Nearly half of the excluded studies were “health literacy” studies. Health literacy has been defined in many ways but generally encompasses people’s ability to find, assess and apply reliable health information [26]. The most commonly used instruments in this area concentrate on measuring functional literacy, that is, general reading or numeracy skills, such as the Test for Functional Health Literacy in Adults (TOFHLA) or the Rapid Estimate of Adult Literacy (REALM) [52, 53]. Some instruments also include critical appraisal skills; however, none of the health literacy instruments we found addressed the key concepts directly. Instead, they measured more general understanding of health information and medical terminology [5456].

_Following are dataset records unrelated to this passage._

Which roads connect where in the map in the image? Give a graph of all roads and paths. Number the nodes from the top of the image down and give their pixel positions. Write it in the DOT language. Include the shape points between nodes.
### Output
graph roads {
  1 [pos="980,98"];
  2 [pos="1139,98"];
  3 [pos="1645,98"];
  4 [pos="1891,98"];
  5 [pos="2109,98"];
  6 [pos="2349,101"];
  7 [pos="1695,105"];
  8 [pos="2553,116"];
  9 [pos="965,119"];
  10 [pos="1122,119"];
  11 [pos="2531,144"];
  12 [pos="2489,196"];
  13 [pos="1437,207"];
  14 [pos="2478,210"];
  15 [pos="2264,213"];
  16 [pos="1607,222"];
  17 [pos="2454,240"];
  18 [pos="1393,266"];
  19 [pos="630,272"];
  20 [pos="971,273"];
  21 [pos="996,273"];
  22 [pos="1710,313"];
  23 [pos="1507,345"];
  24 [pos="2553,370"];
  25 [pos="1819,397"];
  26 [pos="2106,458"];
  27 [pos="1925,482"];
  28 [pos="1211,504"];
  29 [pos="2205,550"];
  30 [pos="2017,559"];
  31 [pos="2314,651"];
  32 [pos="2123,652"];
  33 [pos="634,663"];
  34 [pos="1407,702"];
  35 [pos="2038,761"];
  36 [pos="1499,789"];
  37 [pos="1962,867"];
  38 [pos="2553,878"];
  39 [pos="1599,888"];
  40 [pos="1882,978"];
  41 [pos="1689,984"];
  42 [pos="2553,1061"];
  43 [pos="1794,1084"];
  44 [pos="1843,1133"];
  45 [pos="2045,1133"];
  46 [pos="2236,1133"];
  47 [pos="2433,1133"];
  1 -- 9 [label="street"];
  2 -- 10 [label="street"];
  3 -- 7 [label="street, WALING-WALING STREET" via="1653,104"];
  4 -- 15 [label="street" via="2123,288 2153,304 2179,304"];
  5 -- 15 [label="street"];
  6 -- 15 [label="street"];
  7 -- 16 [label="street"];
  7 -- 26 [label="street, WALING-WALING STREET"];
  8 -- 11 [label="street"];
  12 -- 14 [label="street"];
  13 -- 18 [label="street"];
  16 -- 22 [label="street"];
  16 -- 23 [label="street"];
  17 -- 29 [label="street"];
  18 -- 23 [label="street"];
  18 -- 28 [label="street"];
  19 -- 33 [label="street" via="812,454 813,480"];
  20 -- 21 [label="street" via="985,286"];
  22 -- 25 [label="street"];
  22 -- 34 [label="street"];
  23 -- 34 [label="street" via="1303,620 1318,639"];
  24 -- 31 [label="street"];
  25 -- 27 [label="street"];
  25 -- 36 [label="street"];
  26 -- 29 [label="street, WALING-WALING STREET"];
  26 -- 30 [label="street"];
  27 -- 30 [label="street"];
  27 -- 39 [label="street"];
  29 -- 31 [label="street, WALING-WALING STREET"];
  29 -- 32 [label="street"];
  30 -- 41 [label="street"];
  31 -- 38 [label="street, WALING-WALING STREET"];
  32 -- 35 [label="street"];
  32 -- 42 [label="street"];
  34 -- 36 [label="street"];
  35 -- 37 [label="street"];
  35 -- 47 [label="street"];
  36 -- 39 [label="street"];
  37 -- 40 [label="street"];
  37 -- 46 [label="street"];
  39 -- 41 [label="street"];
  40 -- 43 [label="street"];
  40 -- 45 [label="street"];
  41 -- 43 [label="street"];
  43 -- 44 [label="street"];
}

Many school systems perform national assessments of school children’s science and mathematical literacy to measure educational achievement, such as the PISA test or SAT’s [57, 58]. We identified several such assessment tools; however, none of these met our inclusion criteria. This may be because many of these instruments are not publicly available and are apparently subject to change on a regular basis. Furthermore, such instruments generally focus on measuring understanding of basic science and mathematics. Although we found that many instruments included content relevant to our concepts, such as the importance of supporting claims by research evidence, preparing a protocol, conducting laboratory experiments and calculating probabilities, they did not address our key concepts directly.

Conclusions

The findings of this review indicate that the key concepts people need to understand to assess claims about treatment effects are of interdisciplinary research interest. However, the interventions we identified, and assessment tools used to map or evaluate peoples’ understanding, included only a handful of the key concepts. This suggests that many of the key concepts have not been focus of research, and that there is great need to explore how understanding about these key concepts can be improved and how such understanding can be evaluated. The findings of this review consequently should inform future research priorities, such as the choice of key concepts to include in interventions and for considering appropriate outcomes and assessment tools.

Abbreviations

Key concepts: 

Key concepts that people need to understand to assess treatment claims

REALM: 

Rapid estimate of adult literacy

TOFHLA: 

Test for functional health literacy in adults

Declarations

Acknowledgements

We are very grateful to Dr. Andrew D. Oxman and Sir Iain Chalmers for their generosity and support in providing their advice throughout the work on this review. We would also like to thank Kjetil Olsen for his administrative assistance.

Authors’ contributions

AA and AN conceived this systematic review, participated in its design, and drafted the protocol. AA and AN read all the references from the search and reference list of relevant systematic reviews and considered them for inclusion. AA, AN, and DS reviewed the all publications retrieved in full text and carried out the data collection. AA entered all results into an excel sheet supported by a research assistant (KO). AA, AN, and DS drafted and approved the final manuscript.

Competing interests

The project is funded by Norwegian Knowledge Centre for the Health Services and The Research Council of Norway. The authors declare that they have no competing interests.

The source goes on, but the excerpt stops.